Among the entries below, find the lines holding "DRIVE" and copy them.

------

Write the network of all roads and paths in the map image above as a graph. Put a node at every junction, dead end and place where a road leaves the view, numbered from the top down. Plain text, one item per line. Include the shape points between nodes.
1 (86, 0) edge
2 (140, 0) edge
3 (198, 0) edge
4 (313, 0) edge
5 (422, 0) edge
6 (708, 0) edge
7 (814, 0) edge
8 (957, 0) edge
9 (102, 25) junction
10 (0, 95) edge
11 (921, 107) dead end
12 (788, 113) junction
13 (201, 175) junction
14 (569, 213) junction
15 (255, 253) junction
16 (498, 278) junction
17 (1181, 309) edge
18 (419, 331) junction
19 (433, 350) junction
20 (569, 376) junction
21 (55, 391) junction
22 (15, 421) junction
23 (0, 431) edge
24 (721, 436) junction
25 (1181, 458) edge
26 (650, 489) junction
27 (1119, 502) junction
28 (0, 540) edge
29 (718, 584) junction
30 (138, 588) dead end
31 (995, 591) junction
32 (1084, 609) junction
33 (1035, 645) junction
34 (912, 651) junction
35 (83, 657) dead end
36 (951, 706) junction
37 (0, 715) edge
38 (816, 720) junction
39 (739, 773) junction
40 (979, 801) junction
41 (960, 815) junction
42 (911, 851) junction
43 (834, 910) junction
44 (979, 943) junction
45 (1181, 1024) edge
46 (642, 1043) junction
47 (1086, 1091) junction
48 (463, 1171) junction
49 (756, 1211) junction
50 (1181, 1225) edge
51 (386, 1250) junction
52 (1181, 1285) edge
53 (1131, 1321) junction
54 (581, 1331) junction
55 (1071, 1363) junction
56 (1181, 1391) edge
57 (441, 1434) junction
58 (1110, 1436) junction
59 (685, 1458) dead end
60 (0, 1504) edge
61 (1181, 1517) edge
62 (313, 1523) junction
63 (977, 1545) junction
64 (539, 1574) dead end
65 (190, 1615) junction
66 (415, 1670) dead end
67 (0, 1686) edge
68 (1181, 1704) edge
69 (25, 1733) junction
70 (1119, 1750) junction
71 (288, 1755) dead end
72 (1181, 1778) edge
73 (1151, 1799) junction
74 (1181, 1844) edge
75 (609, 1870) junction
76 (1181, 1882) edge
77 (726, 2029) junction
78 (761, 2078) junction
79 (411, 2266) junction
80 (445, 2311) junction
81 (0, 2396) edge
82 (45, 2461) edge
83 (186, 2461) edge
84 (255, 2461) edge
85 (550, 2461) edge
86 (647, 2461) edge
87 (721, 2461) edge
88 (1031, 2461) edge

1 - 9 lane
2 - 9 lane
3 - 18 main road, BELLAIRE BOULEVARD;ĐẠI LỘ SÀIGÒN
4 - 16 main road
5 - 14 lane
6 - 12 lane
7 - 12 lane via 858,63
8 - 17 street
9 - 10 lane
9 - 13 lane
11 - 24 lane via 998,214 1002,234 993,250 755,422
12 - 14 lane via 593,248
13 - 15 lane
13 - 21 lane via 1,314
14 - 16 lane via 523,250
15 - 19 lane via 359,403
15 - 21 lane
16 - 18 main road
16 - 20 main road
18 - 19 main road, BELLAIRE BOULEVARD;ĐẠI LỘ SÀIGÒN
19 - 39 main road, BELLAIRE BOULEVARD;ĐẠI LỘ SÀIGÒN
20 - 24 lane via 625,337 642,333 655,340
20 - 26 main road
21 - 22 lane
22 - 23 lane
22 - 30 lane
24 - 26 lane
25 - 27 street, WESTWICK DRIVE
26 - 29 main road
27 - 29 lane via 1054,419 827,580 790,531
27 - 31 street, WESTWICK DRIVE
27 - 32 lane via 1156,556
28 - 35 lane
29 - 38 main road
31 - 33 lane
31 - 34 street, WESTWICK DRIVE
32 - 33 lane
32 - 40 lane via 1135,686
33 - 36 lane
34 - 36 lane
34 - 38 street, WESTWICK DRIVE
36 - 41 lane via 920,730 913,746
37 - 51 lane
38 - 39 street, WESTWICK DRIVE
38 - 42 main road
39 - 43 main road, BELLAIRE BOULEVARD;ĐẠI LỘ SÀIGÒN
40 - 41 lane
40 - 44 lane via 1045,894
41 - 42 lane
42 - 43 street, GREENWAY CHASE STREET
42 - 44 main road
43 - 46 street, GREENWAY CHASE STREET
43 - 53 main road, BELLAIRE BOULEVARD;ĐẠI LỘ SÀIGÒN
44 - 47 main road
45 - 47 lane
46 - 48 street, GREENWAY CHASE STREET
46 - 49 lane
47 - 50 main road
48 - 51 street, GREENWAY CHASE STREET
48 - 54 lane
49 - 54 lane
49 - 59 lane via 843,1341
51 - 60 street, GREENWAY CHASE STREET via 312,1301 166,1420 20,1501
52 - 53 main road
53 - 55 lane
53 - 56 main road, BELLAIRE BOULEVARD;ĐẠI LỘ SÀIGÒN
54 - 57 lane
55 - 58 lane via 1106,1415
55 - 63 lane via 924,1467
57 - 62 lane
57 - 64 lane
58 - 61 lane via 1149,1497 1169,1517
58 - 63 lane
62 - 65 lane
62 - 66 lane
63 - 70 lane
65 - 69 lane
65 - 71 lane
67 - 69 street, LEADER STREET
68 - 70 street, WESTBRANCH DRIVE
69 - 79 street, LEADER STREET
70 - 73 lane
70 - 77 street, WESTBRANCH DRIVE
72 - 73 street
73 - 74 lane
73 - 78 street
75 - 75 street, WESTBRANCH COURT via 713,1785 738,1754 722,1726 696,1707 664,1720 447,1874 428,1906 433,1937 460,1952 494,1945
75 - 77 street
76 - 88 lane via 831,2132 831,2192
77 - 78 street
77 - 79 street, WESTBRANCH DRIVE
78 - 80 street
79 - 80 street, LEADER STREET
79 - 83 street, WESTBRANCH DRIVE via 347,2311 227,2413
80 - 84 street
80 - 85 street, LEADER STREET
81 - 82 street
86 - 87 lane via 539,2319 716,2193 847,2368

------

» The answer:
25 - 27 street, WESTWICK DRIVE
27 - 31 street, WESTWICK DRIVE
31 - 34 street, WESTWICK DRIVE
34 - 38 street, WESTWICK DRIVE
38 - 39 street, WESTWICK DRIVE
68 - 70 street, WESTBRANCH DRIVE
70 - 77 street, WESTBRANCH DRIVE
77 - 79 street, WESTBRANCH DRIVE
79 - 83 street, WESTBRANCH DRIVE via 347,2311 227,2413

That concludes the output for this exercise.